In the entries below, find each line bearing the string "roads" and copy it.
====== Data listing
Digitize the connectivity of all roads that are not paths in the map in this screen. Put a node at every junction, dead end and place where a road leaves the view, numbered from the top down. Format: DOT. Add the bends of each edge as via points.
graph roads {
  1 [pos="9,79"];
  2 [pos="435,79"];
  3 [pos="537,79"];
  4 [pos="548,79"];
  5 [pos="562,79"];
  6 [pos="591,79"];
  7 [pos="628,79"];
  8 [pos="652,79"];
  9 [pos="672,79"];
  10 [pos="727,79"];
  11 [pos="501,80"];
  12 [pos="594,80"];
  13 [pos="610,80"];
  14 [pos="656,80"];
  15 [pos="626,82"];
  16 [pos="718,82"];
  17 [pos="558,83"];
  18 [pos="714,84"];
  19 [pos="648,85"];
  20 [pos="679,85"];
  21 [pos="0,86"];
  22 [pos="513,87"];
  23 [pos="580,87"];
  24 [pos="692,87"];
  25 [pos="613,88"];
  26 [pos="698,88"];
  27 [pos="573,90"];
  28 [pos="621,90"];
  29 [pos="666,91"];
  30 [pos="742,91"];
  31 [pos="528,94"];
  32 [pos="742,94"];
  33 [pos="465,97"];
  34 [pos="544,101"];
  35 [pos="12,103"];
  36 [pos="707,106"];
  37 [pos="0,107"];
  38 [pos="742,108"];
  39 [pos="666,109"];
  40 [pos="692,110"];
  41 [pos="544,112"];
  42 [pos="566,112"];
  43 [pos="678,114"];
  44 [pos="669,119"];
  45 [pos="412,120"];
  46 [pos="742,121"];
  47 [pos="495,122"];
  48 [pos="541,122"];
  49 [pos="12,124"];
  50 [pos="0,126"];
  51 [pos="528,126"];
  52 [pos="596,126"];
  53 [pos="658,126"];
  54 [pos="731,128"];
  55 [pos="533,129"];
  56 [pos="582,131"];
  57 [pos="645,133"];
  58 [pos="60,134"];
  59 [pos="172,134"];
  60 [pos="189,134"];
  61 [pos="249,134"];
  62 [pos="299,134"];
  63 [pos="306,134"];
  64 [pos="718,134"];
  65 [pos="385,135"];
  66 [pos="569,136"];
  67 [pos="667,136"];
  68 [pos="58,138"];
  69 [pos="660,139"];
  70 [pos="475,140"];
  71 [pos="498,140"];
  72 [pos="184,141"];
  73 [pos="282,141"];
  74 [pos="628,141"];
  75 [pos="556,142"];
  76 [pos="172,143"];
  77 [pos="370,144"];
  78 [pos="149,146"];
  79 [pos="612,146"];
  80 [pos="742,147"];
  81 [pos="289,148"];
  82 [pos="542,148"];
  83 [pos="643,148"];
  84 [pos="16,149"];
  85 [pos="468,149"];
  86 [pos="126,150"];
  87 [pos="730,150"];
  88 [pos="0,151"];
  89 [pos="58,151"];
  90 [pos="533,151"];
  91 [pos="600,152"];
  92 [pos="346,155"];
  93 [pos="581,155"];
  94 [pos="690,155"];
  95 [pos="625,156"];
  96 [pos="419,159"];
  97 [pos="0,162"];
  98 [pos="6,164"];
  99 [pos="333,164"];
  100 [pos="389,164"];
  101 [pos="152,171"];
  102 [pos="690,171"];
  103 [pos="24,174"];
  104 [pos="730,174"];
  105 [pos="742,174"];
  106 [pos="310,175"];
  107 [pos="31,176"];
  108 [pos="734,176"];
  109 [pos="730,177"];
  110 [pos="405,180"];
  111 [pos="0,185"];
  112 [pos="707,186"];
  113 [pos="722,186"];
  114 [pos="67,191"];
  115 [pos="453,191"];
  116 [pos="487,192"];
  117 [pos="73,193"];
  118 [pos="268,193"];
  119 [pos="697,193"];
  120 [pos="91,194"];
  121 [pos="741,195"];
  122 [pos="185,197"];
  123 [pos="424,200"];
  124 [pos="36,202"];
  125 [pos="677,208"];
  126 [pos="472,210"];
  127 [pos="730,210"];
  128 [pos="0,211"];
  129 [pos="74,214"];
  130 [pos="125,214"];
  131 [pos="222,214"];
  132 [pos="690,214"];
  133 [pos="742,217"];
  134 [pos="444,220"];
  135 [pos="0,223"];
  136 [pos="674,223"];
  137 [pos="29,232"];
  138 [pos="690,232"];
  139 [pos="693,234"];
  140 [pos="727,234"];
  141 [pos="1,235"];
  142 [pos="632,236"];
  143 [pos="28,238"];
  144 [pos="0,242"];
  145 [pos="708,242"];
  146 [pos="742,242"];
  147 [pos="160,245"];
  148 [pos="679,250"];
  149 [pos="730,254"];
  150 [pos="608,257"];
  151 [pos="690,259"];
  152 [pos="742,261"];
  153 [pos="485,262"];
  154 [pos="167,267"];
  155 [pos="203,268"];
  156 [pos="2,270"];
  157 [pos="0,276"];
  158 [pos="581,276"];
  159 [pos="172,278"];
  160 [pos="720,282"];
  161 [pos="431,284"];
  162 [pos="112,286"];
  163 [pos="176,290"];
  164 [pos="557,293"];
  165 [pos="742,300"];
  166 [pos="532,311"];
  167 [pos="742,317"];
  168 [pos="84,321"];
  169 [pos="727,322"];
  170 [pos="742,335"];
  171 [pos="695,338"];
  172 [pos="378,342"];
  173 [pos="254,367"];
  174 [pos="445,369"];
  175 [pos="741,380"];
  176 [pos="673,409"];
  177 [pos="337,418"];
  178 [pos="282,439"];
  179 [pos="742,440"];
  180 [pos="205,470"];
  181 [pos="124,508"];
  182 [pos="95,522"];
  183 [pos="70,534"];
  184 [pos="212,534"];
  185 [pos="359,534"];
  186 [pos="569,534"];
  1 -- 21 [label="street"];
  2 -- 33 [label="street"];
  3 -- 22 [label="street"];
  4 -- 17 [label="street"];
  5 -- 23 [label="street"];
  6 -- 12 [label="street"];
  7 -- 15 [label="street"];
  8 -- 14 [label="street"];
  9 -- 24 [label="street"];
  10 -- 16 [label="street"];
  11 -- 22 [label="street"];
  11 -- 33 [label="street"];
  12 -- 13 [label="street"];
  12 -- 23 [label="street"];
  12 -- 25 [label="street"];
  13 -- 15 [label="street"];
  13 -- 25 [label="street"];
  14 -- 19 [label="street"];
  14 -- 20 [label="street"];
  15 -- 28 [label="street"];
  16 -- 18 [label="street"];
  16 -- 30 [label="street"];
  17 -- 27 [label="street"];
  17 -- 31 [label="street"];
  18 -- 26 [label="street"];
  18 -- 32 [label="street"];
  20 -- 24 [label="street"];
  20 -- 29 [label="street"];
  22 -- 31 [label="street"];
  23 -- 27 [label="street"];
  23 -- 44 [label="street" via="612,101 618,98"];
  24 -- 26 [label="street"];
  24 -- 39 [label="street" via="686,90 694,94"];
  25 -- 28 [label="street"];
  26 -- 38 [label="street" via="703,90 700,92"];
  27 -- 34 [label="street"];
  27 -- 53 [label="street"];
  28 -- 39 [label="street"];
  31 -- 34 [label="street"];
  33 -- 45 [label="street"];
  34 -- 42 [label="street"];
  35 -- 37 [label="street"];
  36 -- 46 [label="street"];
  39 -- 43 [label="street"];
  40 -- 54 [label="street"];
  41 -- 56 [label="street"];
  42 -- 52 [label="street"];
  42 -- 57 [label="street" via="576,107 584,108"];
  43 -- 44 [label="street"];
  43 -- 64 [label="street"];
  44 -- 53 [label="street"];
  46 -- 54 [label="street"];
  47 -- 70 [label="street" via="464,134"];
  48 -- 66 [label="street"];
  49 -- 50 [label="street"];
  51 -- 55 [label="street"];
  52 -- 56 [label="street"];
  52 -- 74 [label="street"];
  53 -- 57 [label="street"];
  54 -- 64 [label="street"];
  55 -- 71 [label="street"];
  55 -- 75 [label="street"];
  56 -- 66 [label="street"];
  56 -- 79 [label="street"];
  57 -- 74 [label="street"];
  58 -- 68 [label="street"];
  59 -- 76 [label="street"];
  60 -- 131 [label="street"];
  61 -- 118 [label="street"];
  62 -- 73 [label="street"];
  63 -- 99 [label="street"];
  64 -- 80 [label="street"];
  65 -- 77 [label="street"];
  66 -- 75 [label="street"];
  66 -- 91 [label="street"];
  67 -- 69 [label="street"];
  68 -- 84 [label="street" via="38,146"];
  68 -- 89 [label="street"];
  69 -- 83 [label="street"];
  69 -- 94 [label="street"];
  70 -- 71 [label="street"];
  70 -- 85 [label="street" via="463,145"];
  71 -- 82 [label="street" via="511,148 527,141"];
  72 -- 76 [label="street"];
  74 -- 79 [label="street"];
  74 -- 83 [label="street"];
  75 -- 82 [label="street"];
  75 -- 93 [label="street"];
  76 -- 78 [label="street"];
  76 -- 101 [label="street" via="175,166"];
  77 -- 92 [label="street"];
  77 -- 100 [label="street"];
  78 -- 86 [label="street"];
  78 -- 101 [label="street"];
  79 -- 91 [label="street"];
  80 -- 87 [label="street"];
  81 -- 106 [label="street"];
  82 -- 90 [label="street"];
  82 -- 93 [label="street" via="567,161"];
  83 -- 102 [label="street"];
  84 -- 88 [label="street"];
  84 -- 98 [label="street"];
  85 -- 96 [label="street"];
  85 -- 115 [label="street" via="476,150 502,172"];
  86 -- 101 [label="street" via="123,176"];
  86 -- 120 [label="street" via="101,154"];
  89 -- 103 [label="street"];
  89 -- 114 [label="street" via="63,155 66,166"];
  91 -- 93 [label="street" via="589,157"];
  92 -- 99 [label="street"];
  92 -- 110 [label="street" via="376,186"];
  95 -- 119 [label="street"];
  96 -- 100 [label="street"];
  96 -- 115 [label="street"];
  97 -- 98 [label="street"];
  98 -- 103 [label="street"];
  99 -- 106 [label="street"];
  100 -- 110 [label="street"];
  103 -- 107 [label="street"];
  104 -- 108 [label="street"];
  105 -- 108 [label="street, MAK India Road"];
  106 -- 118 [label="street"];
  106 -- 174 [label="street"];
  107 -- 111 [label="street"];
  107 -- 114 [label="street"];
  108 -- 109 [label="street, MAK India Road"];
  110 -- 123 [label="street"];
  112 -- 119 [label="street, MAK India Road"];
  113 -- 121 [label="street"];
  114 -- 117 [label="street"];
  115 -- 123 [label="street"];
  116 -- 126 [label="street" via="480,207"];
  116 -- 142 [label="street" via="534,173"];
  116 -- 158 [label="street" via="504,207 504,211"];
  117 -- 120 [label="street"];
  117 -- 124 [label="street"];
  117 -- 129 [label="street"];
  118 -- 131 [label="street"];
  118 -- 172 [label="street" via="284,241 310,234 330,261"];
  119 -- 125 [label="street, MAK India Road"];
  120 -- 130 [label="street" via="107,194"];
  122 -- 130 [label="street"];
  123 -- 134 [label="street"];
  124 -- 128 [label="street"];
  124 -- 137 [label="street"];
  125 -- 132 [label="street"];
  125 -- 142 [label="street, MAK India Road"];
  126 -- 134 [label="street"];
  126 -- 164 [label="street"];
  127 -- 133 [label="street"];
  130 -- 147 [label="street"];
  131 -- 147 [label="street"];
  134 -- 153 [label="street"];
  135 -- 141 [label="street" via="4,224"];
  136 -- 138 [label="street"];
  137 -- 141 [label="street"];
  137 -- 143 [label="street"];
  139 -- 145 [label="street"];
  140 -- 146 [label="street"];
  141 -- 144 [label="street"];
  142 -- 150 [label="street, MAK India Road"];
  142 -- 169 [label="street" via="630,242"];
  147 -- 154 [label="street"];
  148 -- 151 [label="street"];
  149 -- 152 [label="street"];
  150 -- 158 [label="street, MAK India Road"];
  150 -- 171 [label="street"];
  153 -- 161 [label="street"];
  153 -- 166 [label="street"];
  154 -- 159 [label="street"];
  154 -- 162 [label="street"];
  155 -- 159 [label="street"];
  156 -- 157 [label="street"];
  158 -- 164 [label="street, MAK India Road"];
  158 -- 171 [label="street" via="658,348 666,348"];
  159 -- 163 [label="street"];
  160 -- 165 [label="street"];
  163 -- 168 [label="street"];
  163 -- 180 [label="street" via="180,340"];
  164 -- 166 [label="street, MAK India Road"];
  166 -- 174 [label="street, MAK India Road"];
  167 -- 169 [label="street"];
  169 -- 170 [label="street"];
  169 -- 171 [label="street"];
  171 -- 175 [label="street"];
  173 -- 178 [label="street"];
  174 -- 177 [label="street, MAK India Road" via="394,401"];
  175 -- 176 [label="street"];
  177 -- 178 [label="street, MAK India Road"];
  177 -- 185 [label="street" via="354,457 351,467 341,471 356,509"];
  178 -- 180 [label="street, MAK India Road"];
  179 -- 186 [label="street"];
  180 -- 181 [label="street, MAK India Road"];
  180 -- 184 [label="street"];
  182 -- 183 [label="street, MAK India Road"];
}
============
**Solution for this task**.
Digitize the connectivity of all roads that are not paths in the map in this screen. Put a node at every junction, dead end and place where a road leaves the view, numbered from the top down. Format: DOT. Add the bends of each edge as via points.
graph roads {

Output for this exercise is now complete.